BURLINGTON — Our Harmony Club Assistant Director Christine Scott said that the first week she saw the inside of the former Knights of Columbus building, now the new Burlington Senior Center, she knew there was a lot of work to be done.
Fortunately, the center had a lot of volunteers to undertake the project.
“They had tons of people cleaning and painting,” said Scott. “It’s amazing to see all the people come together.”
This week, the new facility at 587 E. State St., opened to the public. Burlington Senior Center Board President Kevin Brierly and General Manager Pat Kendall said after the pipes froze at the Western Racine County Service Center building, 209 N. Main St., after New Year’s, volunteers of all ages pitched in some elbow grease to help get the Knights of Columbus building in shape.
New ceiling panels were donated and installed, plumbing and electricity had to be updated and every wall was given a fresh coat of paint.
Brierly said one 93-year-old donated hours of her time painting the walls.
“Since she couldn’t play cards, she thought she’d come on down,” he said.
Card club christening
This week at the new facility kicked off with Chocolate City Card Club, which had about 20 members come in Tuesday. Bingo, held on the second Thursday of the month, also drew a pretty good crowd. Kendall said they have received quite a few comments about how nice the new space is.
“We love it,” she said.
Brierly said that the location, access and parking are also a big improvement.
With the new building, the center is planning on doing more regular fundraising to cover its rent. The city bought the Knights of Columbus building and is in the process of finalizing the lease.
Kendall has organized quite a few fundraisers, including bus trips, raffles and a sausage sale. Later this month, she has planned a trip to Sheboygan Falls and in March, she’s putting together a bus trip for participants to see “Newsies” at The Fireside Theatre in Fort Atkinson. In fact, Kendall is leaving her position as manager at the end of February in order to devote more time organizing fundraisers.
Other groups relieved
For the other organizations run out of the center, having it reopen is a big relief. Meals on Wheels is resuming its regular food preparation and delivery out of the center’s kitchen. The center is also holding its meal program in the afternoons.
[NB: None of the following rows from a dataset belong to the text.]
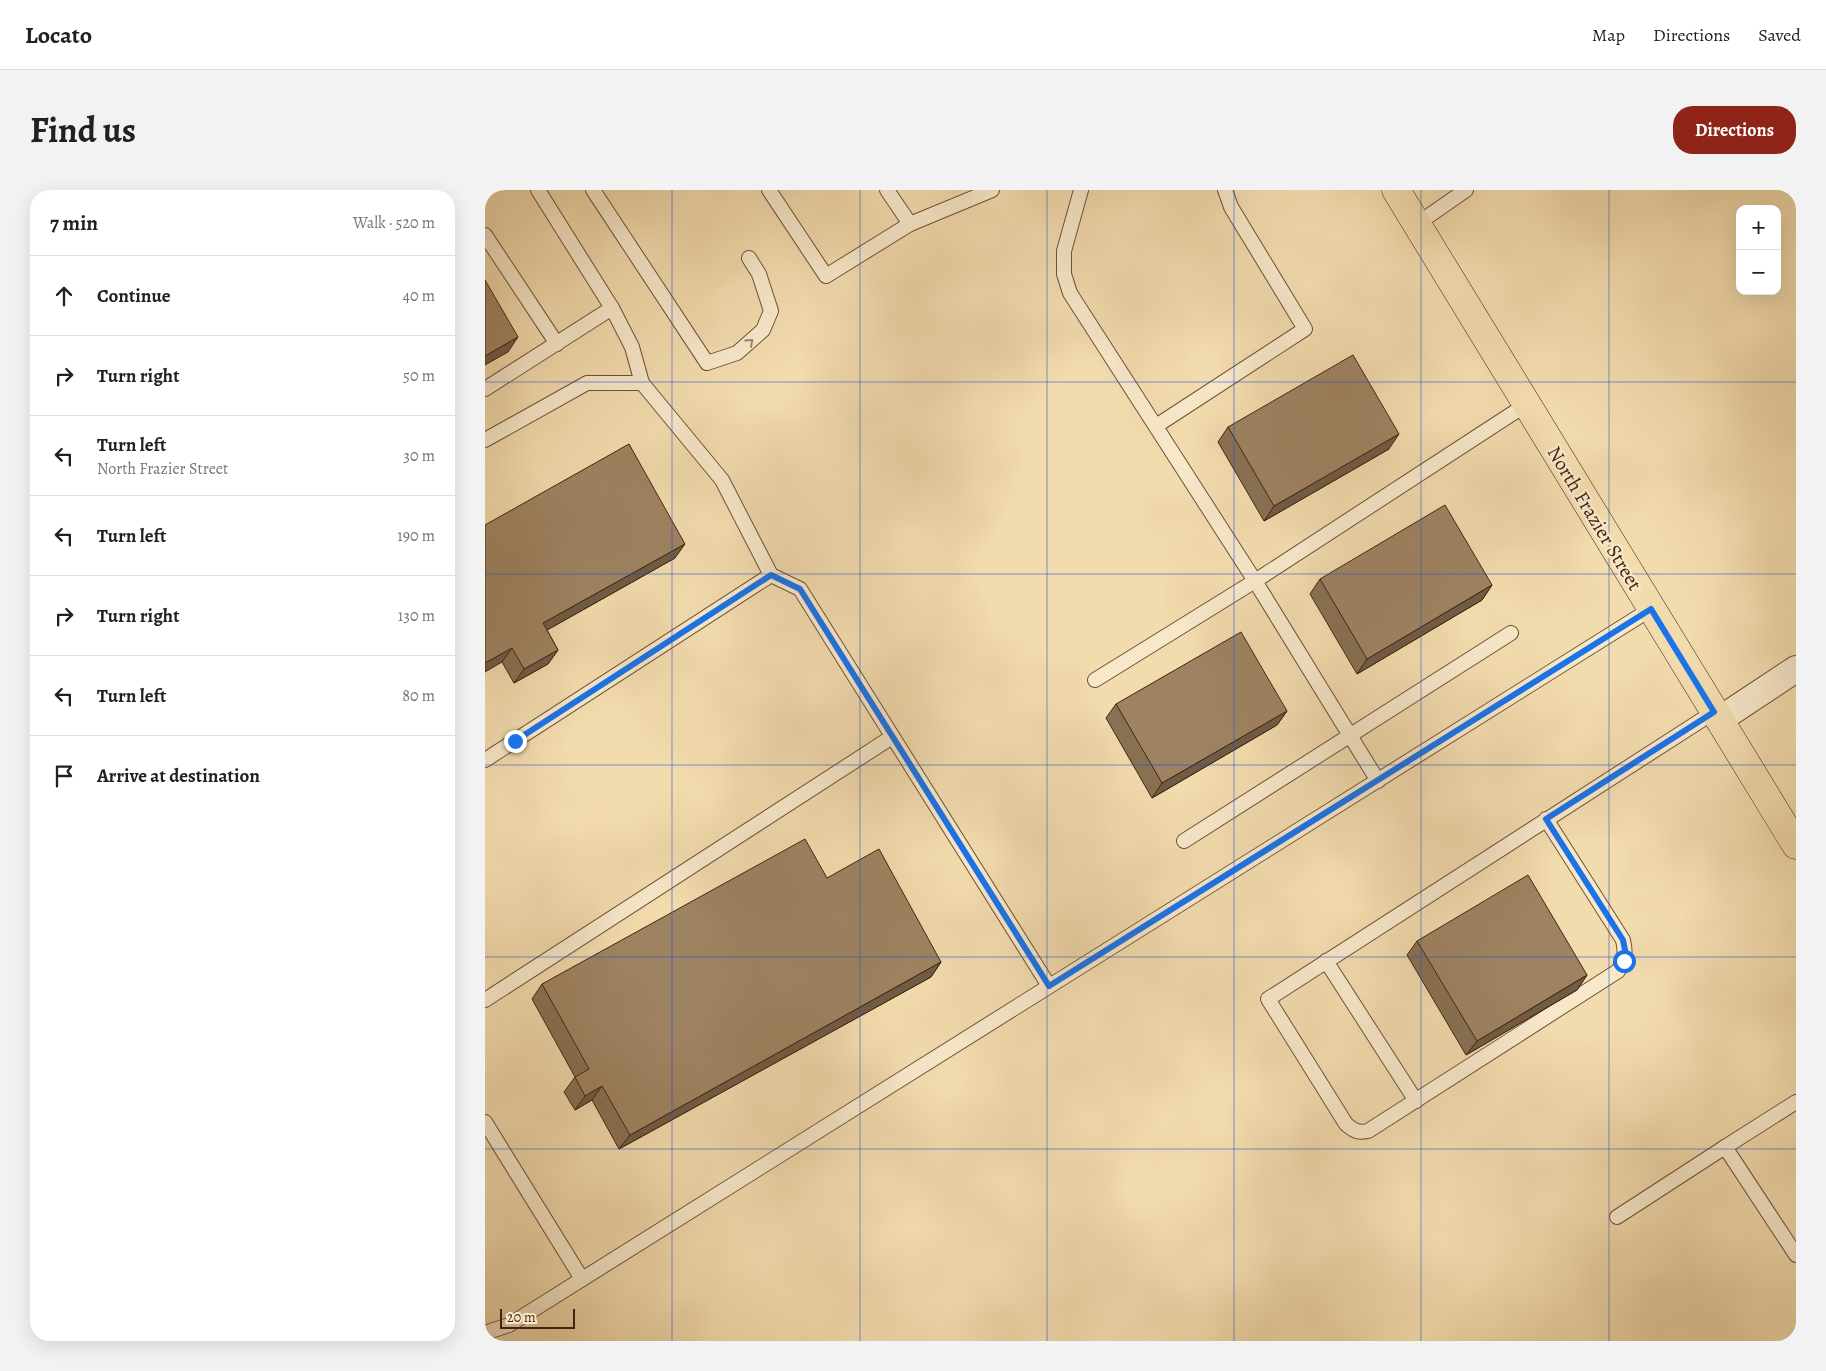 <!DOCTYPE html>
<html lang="en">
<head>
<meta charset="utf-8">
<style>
	body { margin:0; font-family:Alegreya,serif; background:#f2f2f2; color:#202124 }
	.controls { position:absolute; right:15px; top:15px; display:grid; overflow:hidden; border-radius:10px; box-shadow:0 5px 20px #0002 }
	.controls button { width:45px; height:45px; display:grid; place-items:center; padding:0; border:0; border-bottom:1px solid #e0e0e0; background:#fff; color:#202124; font:25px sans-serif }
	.scale { position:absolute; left:15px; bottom:12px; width:75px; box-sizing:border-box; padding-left:5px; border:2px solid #442310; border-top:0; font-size:14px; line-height:18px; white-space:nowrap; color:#442310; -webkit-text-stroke:4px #f7e8ca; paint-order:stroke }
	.stop { position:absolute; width:15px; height:15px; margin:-11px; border:4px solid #1a73e8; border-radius:50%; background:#fff }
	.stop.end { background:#1a73e8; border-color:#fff; box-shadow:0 1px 5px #0008 }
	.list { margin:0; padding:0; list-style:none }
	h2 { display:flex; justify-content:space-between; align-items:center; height:65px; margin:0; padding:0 20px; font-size:21px }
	h2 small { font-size:16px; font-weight:400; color:#757577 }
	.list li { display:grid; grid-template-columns:32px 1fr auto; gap:15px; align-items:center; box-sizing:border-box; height:80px; padding:0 20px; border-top:1px solid #e0e0e0 }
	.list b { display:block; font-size:19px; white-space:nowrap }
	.list p { margin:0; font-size:16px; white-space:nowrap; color:#757577 }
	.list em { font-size:16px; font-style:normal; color:#757577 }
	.icon { flex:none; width:28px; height:28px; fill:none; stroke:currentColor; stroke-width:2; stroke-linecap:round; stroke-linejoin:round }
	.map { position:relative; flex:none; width:1311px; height:1151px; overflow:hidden; border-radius:20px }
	header { display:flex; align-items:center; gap:30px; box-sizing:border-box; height:70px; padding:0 25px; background:#fff; border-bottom:1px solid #e0e0e0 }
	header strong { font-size:24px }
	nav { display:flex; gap:28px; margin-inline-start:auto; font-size:18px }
	.intro { display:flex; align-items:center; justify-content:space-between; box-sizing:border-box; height:120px; padding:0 30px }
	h1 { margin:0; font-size:35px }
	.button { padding:12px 22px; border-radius:20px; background:#8f2418; color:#fff; font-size:18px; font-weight:700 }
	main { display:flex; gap:30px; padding:0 30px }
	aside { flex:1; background:#fff; border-radius:20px; box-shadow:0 5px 20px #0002 }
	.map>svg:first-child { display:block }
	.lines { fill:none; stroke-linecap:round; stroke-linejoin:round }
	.lane-casing { stroke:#705137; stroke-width:16 }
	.street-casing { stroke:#705137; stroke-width:28 }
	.primary-casing { stroke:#442310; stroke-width:29 }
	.lane { stroke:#f7e8ca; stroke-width:14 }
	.street { stroke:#f7e8ca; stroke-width:26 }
	.primary { stroke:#f2dbad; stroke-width:28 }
	.wall { fill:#887154; stroke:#442310 }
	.shaded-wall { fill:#6f5c45; stroke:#442310 }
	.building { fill:#9e8362; stroke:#442310 }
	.oneway { stroke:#9e866d }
	.route { stroke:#1a73e8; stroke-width:6 }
	.grid { fill:none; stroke:#1d4ed8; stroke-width:1; stroke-opacity:0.55 }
	.labels { text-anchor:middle; stroke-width:4.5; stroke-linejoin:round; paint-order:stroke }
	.street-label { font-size:20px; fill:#442310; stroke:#f7e8ca }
</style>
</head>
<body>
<header>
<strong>Locato</strong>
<nav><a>Map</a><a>Directions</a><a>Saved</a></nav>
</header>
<div class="intro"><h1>Find us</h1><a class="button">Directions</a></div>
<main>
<aside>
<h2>7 min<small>Walk · 520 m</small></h2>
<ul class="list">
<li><svg class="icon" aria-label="ahead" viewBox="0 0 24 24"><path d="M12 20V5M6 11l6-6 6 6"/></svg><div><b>Continue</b></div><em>40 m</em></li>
<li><svg class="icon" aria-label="right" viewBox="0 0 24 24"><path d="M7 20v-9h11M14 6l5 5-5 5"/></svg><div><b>Turn right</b></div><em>50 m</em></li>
<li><svg class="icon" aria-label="left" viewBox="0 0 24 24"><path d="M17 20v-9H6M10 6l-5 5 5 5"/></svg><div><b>Turn left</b><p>North Frazier Street</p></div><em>30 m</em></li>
<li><svg class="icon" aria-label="left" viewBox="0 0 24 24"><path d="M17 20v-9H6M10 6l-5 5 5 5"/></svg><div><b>Turn left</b></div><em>190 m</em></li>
<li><svg class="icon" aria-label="right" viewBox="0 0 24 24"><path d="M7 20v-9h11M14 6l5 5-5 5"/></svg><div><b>Turn right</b></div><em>130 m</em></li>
<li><svg class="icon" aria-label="left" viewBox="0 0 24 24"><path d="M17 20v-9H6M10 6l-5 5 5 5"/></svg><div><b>Turn left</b></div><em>80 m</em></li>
<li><svg class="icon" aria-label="arrive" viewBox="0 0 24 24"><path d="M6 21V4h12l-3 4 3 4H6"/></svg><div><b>Arrive at destination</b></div></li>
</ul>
</aside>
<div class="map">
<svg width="1311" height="1151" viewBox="0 0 1311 1151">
	<rect width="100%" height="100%" fill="#f2dbad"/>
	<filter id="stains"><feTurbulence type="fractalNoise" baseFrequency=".004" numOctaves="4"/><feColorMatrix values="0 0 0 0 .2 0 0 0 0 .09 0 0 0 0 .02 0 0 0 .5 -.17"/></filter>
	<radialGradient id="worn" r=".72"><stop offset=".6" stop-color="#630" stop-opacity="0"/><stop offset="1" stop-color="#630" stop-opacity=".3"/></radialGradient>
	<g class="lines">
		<defs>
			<g id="lane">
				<polyline points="53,0 127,118 147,157 157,193"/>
				<polyline points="108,0 222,173 252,163 278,140 286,121 274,84 264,68"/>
				<polyline points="284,0 341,86 425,34 507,0"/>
				<polyline points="402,0 425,34"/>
				<polyline points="596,0 579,61 579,84 585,103 770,391 893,591"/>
				<polyline points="932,34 981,0"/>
				<polyline points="0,45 72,154"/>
				<polyline points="0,199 127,118"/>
				<polyline points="671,236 820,139 746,17 740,0"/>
				<polyline points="0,250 102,193 157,193 237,290 286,385 0,570"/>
				<polyline points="286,385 315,399 564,796"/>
				<polyline points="610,490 770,391 1042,214"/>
				<path d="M1061,629L1138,750C1141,763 1140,770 1133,781L883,941C873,943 869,941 861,934L783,809L1229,522"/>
				<polyline points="699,651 1026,443"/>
				<polyline points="841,771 931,911"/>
				<polyline points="0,810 407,547"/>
				<polyline points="1311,912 1240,957 1311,1065"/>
				<polyline points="0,932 97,1089"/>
				<polyline points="1132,1027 1240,957"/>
				<polyline points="0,1143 24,1135 1166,419"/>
			</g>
			<polyline id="street" points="1234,530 1311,479"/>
			<polyline id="primary" points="911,0 1311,655"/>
		</defs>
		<use href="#lane" class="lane-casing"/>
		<use href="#street" class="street-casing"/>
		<use href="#primary" class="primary-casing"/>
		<use href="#lane" class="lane"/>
		<use href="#street" class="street"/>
		<use href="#primary" class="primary"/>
	</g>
	<g class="wall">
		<polygon points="743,237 904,259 779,331 733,252"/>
		<polygon points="144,254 190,368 62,440 73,460 63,474 29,493 17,472"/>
		<polygon points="835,389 1007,395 997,410 872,484 825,404"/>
		<polygon points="631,514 802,521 792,535 667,608 621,528"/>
		<polygon points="342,688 456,772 446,787 134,959 107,910 90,920 79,902 90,887 47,809 57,794"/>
		<polygon points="932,751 1102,785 1092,800 981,865 922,765"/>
	</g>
	<g class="shaded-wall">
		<polygon points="33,147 23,162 0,175 0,166"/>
		<polygon points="914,244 904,259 779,331 789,316"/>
		<polygon points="200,354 190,368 48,448 58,433"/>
		<polygon points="1007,395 997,410 872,484 882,469"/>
		<polygon points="27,458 17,472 0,482 0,473"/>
		<polygon points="73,460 63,474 29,493 39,479"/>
		<polygon points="802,521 792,535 667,608 677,593"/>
		<polygon points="456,772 446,787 134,959 145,945"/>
		<polygon points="1102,785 1092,800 981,865 992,851"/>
		<polygon points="117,896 107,910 90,920 100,906"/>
	</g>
	<g class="building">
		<polygon points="0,90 33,147 0,166"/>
		<polygon points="868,165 914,244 789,316 743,237"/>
		<polygon points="144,254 200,354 58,433 73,460 39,479 27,458 0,473 0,335"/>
		<polygon points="960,315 1007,395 882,469 835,389"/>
		<polygon points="756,442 802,521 677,593 631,514"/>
		<polygon points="320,649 342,688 394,659 456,772 145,945 117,896 100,906 90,887 104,879 57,794"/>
		<polygon points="1043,685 1102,785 992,851 932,751"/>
	</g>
	<defs><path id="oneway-chevron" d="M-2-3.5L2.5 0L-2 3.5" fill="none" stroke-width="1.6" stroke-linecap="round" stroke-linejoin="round" transform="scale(1.25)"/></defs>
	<use class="oneway" href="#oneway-chevron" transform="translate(265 152) rotate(-42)"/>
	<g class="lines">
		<polyline class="route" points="30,551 286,385 315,399 564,796 1166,419 1229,522 1061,629 1138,750 1140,760 1139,771"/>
	</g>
	<path class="grid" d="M187,0V1151M375,0V1151M562,0V1151M749,0V1151M936,0V1151M1124,0V1151M0,192H1311M0,384H1311M0,575H1311M0,767H1311M0,959H1311"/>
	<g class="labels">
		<g class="street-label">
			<text transform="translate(1110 328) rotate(59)" y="7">North Frazier Street</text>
		</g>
	</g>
	<rect width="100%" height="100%" filter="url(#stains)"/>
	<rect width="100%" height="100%" fill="url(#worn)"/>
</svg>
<div class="controls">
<button>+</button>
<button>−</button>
</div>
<div class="scale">20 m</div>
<div class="stop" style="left:1139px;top:771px"></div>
<div class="stop end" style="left:30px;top:551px"></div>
</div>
</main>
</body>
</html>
Our Harmony Club, which operates out of the center, provides social day programs for patients with Alzheimer’s or dementia, giving their caretakers a day off. When the county service center went out of commission, Scott reached out to Reineman’s True Value Hardware, owner of the former Chestnut Club building at 165 W. Chestnut St., which Reineman’s uses as a rental space.
Reineman’s volunteered to let Our Harmony use the space until the new Senior Center was up and running. A group of volunteers, including kids from St. Charles Catholic School, helped Our Harmony move in to its temporary space.
Our Harmony Club had its first day at the new Senior Center on Wednesday, and Scott said because of the large layout, it could probably take in four or five more participants.
More programs eyed
Brierly and Kendall are also looking at expanding the center’s programs in the new space. With doors between the larger and smaller spaces, Brierly said the center could easily run two programs at the same time, or just reserve the smaller space for socializing and card playing.
“We’re going to start brainstorming,” said Brierly.
Brierly said he’d like to see more arts and crafts. Kendall said the center has a dartboard and bean bag toss kit that have been sitting in storage.
“We have some things we haven’t used because we haven’t had the space,” said Kendall.
Brierly said when the weather gets warmer, he would like to see a horseshoe toss and other activities set up outside.
“We want to get them out and get them moving,” he said.
The center also planning on holding an open house sometime in April when the weather is warmer.